** Opening Record extracts block **

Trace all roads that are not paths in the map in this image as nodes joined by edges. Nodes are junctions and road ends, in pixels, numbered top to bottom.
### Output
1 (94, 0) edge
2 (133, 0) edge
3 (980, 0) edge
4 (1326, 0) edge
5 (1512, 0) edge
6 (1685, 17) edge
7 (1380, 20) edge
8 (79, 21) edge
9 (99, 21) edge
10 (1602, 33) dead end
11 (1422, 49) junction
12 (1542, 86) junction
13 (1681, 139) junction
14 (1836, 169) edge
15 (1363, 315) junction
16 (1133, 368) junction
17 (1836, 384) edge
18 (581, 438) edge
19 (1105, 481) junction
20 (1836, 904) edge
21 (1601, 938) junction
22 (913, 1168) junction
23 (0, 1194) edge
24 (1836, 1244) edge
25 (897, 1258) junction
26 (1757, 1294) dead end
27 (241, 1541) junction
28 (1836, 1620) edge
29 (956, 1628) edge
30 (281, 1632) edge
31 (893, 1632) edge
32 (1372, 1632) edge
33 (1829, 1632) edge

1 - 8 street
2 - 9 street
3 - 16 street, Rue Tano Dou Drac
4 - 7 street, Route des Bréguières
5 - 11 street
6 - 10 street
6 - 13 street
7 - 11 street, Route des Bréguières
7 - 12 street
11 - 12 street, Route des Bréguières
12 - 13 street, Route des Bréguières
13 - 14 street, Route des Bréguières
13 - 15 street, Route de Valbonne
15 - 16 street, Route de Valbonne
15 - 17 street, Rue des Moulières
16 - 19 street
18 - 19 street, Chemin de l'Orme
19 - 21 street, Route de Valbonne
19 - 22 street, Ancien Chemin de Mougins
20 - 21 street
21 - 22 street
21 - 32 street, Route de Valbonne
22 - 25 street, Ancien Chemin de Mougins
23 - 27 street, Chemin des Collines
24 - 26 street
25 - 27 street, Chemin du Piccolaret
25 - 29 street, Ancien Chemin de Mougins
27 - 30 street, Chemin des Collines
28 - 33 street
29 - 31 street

** Closing Record extracts block **

* _Problem_
Restating all of the data exactly is the whole task.

* _Response area_
Trace all roads that are not paths in the map in this image as nodes joined by edges. Nodes are junctions and road ends, in pixels, numbered top to bottom.
### Output
1 (94, 0) edge
2 (133, 0) edge
3 (980, 0) edge
4 (1326, 0) edge
5 (1512, 0) edge
6 (1685, 17) edge
7 (1380, 20) edge
8 (79, 21) edge
9 (99, 21) edge
10 (1602, 33) dead end
11 (1422, 49) junction
12 (1542, 86) junction
13 (1681, 139) junction
14 (1836, 169) edge
15 (1363, 315) junction
16 (1133, 368) junction
17 (1836, 384) edge
18 (581, 438) edge
19 (1105, 481) junction
20 (1836, 904) edge
21 (1601, 938) junction
22 (913, 1168) junction
23 (0, 1194) edge
24 (1836, 1244) edge
25 (897, 1258) junction
26 (1757, 1294) dead end
27 (241, 1541) junction
28 (1836, 1620) edge
29 (956, 1628) edge
30 (281, 1632) edge
31 (893, 1632) edge
32 (1372, 1632) edge
33 (1829, 1632) edge

1 - 8 street
2 - 9 street
3 - 16 street, Rue Tano Dou Drac
4 - 7 street, Route des Bréguières
5 - 11 street
6 - 10 street
6 - 13 street
7 - 11 street, Route des Bréguières
7 - 12 street
11 - 12 street, Route des Bréguières
12 - 13 street, Route des Bréguières
13 - 14 street, Route des Bréguières
13 - 15 street, Route de Valbonne
15 - 16 street, Route de Valbonne
15 - 17 street, Rue des Moulières
16 - 19 street
18 - 19 street, Chemin de l'Orme
19 - 21 street, Route de Valbonne
19 - 22 street, Ancien Chemin de Mougins
20 - 21 street
21 - 22 street
21 - 32 street, Route de Valbonne
22 - 25 street, Ancien Chemin de Mougins
23 - 27 street, Chemin des Collines
24 - 26 street
25 - 27 street, Chemin du Piccolaret
25 - 29 street, Ancien Chemin de Mougins
27 - 30 street, Chemin des Collines
28 - 33 street
29 - 31 street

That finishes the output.